8. • What do we mean by a matching in a graph? What optimization problem is related to the concept of matching? What do we mean by a vertex cover/dominating set in a graph? What optimization problem is related to the concept of vertex cover/dominating set? Given a matching M and a vertex cover/dominating set L. Under what circumstances can we be sure that M is an optimal matching? Prove that the path augmentation search presented in the lecture is complete for bipartite graphs.
   • Define the crossing number of a graph. What are the crossing numbers of K₃, K₄, K₅, K_2,3, and K_3,3? Prove that |E|-3|V| is a lower bound for the crossing number. State the crossing lemma. Prove it.
9. • What do we mean by a matching in a graph? What optimization problem is related to the concept of matching? Define the concept of an augmenting path (for a matching). How did we search for augmenting paths in a graph (Edmonds)?

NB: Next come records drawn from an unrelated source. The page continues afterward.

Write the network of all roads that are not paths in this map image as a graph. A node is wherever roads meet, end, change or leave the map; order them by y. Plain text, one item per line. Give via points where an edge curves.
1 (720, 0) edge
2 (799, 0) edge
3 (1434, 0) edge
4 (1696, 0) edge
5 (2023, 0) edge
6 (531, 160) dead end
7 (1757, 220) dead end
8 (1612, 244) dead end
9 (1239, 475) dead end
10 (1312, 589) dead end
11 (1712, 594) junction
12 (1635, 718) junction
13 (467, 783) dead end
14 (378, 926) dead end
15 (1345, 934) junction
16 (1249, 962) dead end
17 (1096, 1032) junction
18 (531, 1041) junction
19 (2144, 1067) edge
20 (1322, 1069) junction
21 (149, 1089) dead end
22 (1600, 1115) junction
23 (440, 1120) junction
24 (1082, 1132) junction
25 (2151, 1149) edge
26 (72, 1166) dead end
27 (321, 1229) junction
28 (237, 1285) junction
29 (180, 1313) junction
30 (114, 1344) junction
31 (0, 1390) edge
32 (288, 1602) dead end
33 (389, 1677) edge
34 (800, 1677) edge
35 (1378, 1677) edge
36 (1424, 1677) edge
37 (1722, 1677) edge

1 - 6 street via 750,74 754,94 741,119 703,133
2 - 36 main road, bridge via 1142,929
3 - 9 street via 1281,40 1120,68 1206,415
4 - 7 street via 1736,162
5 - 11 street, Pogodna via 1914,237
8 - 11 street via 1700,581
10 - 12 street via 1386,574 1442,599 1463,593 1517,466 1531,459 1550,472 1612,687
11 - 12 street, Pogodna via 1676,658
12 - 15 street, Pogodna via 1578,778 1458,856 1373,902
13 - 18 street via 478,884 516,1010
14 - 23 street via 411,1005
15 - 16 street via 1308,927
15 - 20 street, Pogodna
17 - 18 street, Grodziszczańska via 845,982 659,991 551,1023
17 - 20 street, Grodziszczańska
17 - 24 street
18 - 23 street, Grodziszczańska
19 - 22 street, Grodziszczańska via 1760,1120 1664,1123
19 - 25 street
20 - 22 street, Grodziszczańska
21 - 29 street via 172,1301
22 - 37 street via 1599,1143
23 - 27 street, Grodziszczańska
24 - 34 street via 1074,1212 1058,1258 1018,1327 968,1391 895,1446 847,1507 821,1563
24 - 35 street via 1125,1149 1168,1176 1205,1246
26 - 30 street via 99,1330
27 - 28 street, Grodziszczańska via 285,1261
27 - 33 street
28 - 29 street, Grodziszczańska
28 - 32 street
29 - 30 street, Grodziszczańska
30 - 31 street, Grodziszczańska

   • Define the subgraph, topological subgraph, and minor of a graph. What can be said about these "parts" when examining them in the context of planar graphs? Provide examples of non-planar graphs. State Kuratowski's theorem. State Wagner's theorem.
10. • What do we mean by a matching in a graph? What optimization problem is related to the concept of matching? Define the concept of an augmenting path (for a matching). What do we mean by a Tutte obstacle? Let M be a matching and T a Tutte obstacle. Under what circumstances can we be sure that M is an optimal matching? Prove that if Edmonds' path augmentation search fails, then the current matching is maximum.
    • What do we mean by a nice drawing in a graph? Define the domain and the boundary of a domain in the case of a nicely drawn graph. Define the dual of a nicely drawn graph. Provide connections between the parameters of the original and dual graph.
11. • What do we mean by a matching in a graph? What optimization problem is related to the concept of matching? Define the concept of an augmenting path (for a matching). What do we mean by a Tutte obstacle? Let M be a matching and T a Tutte obstacle. Under what circumstances can we be sure that M is an optimal matching? Prove that if Edmonds' path augmentation search fails, then the current matching is maximum.
    • Define the function ext(n;T). Estimate the function's value from below and above if T has 1 or two edges. Prove that if the forbidden T graph is a tree, then ext(n;T) can be upper-bounded by a linear function of n.
12. • What do we mean by a good coloring in a graph? What optimization problem is related to the concept of coloring? State Hajós' theorem. Split the theorem into two implications. Which one is simpler? Justify it.
    • Define the ext(n;T) function. Provide upper bounds for the ext(n;C₄) function. Describe the order of magnitude of its upper bound.
13. • What do we mean by a legal coloring in a graph? What optimization problem is related to the concept of coloring? Define the concept of the girth of a graph. State Erdős' theorem on the above concepts. Prove it.
    • Define the function ext(n;T). Provide upper bounds for the ext(n;C₄) function. Describe the order of magnitude of its upper bound.
14. • Define the concept of a legal/good edge coloring in a graph. What optimization problem is related to the concept of edge coloring? State Shannon's and Vizing's theorems. Prove one of them.
    • Define the concept of a homogeneous set. Explain the coloring language of the Ramsey topic. Define Ramsey numbers. Define Ramsey numbers for multiple colors and for k's. Provide an application of the Ramsey theorem.